Knowing the physical location of where your website’s leads are coming from is useful knowledge to have, and there are many ways to find this out, just as there are equally many ways you can interpret the data.

In this article I will cover a few ways you can gather location data and display it in a digestible form.

Gathering the data

The examples I will be using are from websites that target the UK and the local areas within it, but these methods can be applied to websites that target multiple countries.

Google analytics

In GA navigate to Audience > Geo > Location and set the time period to 12 months to get a decent sized overview.

The first step of locating international leads.

At a very top level, you can view users and goals by continent, this is more useful for international websites.

If you mouseover, it tells you more data about that continent and you can drill down into sub continents, country, and cities.

A capture of Google Analytics showing location data by subcontinent
Breaking down by subcontinent.

While drilling down, you can choose a bunch of different options to analyse the data, such as the number of users or goals, and how to display the data in the form of a pie chart, comparison graph, the raw data table, and more.

A local UK website

A capture showing user location on a local UK website
Locations across the UK.

Data can become a little less useful in Google Analytics if you are trying to do this for a website that targets only a single country.
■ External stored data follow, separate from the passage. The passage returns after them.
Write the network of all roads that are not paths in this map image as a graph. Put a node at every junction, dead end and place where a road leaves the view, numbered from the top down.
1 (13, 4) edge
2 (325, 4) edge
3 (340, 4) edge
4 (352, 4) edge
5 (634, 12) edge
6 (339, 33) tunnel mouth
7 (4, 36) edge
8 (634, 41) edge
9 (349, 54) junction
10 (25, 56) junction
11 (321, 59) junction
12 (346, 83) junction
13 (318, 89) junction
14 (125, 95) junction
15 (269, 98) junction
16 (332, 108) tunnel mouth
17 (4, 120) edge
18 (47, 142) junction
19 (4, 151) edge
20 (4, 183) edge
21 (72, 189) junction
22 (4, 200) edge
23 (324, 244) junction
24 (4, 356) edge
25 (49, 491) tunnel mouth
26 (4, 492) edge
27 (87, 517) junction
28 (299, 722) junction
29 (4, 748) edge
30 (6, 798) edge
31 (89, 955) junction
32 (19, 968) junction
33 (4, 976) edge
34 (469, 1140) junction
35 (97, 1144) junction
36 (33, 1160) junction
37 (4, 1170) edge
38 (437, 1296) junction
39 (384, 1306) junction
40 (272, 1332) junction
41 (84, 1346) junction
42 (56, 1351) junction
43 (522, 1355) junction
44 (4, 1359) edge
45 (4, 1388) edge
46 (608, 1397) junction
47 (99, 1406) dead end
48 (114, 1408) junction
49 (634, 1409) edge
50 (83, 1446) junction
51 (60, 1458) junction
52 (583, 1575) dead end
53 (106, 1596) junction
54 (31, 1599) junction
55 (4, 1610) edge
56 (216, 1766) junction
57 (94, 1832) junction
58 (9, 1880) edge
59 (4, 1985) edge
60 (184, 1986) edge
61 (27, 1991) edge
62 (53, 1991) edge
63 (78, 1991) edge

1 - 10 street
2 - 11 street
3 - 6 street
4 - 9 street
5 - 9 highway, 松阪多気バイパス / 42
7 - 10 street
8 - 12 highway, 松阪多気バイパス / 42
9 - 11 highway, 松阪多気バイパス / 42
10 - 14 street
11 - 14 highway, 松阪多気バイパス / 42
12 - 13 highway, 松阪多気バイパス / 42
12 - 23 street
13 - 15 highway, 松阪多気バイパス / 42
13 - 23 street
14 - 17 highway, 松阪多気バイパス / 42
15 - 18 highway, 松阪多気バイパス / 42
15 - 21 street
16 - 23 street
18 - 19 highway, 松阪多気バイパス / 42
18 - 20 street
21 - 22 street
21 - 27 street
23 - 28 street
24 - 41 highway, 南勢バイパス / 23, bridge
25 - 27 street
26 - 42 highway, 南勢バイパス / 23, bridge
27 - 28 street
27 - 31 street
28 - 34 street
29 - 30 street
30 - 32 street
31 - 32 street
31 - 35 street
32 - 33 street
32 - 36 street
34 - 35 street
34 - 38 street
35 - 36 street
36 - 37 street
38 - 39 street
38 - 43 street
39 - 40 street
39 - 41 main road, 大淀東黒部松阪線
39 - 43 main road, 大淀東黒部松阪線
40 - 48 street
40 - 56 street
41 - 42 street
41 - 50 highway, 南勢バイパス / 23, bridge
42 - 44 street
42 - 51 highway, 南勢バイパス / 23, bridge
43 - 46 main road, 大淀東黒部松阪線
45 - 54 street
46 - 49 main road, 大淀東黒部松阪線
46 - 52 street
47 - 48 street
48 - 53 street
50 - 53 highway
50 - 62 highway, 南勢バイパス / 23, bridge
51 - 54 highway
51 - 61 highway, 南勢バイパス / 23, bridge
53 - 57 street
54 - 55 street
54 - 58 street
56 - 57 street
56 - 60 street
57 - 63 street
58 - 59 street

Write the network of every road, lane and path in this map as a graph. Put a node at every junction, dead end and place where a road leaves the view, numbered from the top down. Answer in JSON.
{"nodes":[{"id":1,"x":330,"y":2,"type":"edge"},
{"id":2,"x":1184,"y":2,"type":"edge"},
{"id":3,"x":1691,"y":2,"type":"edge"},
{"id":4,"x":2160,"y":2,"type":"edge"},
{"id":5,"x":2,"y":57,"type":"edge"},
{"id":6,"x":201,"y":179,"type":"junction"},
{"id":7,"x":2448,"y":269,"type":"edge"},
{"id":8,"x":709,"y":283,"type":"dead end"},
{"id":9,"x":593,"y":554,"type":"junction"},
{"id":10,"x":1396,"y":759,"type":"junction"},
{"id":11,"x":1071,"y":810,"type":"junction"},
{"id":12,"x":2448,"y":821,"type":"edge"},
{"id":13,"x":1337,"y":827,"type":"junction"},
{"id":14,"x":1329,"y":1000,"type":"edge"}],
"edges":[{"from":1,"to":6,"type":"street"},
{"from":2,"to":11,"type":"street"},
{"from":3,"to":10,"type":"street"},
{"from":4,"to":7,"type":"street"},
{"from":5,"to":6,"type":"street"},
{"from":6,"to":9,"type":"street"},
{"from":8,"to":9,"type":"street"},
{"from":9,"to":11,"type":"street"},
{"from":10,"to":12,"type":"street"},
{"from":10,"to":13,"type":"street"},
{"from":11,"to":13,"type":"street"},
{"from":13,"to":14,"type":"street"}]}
In the above screenshot, you can see that 23% of users come from London (and roughly the same amount of goals), but in actual fact, I know this to be not the case.

The hyper local data is not 100% accurate because users’ IP addresses are not always indicative of their physical location, and this is how user geo data is collected in Google Analytics.

This is becoming the case more and more often these days, so I would not use the hyper local data from Google Analytics as a reflection of your geo demographic.

Nonetheless, you can still use this tool to get a quick overlook of roughly what’s happening on a country level.

Google Search Console

Export all search queries from the new Google Search Console for the past 12 months and sort them in an A-Z format to make it easier to spot queries with a location appended to them, i.e. ‘SEO Brighton’.

You can use a formula to make this easier which search for words in specific strings (queries) and adds them up:

=COUNTIF(range,”*text to search for*”)

=COUNTIF(B4:B11,”*a*”)

A screenshot showing location data and specific keywords for a website.

However, when using this method, I recommend doing it manually also to account for typos and the different terms people use to search for an area.

Contact forms on the website

This is the most valuable and accurate of all the methods.

If your website has a contact form and you request the user to submit their postcode (meaning they are already high in the conversion funnel), you can paint an accurate picture of physical locations.

Like above, you can sort this data alphabetically and use a formula to count how many times a certain postcode appears (the first half of it is the most important as this contains the information about the area).

You can simply Google each postcode and it will tell you the area that this covers, and you can create an additional column and map and add each postcode to it.

Making sense of the data

Once you have collected your data, ideally from postcode contact form submissions, there are numerous ways to visualize and comprehend this data.

Simple excel pie chart

A pie chart showing lead locations within the UK
Lead locations formatted into a pie chart.

From your data that you have processed from either GA, GSC, or a contact form, you can create a simple chart and graph to show a breakdown as broad or narrow as you wish.

Google Earth and postcode plotter

This is one of the more interesting ways that I have found to visualise lead locations, but it will only work effectively if you have gathered the data from contact form postcodes.

You can simply paste your list of postcodes into this postcode batch converter tool, which will give you a rather ugly and confusing map (assuming you have more than 100 postcodes in a year, the below image is of ~500).

Example of post code plotting using Google Maps.
Postcode plotter using Google Maps.

A better, or ‘flashier’ way, of displaying this data is by clicking the other button next to show on a map called ‘Export to Google Earth’.

This will download all of your data in a .KML file which Google Earth is capable of opening (other programs can open this file type but I recommend using Google Earth).

Post codes plotted on map using KML file
Formatted

To import the .KML file go to Places > Import KML file and then this will plot all postcodes on the map with interactive pins that you can toggle on and off, zoom in and out, and share with other people.

MSOA Data

This is also worth a mention as you can identify local areas by average weekly income by using MSOA (Middle Layer Super Output Area), data and cross reference this with where your leads are coming from.

Conclusion

At the end of this process you will be left with a good idea of the physical areas that are converting the best for your website.

This can then lead to further investigations where you can questions why certain areas performing so well.

You can also investigate areas you want to be targeting are not converting.

Of course, the Google Venice algorithm plays a major role in local rankings, but this is still a nice activity that you can do to help better understand your geo demographic.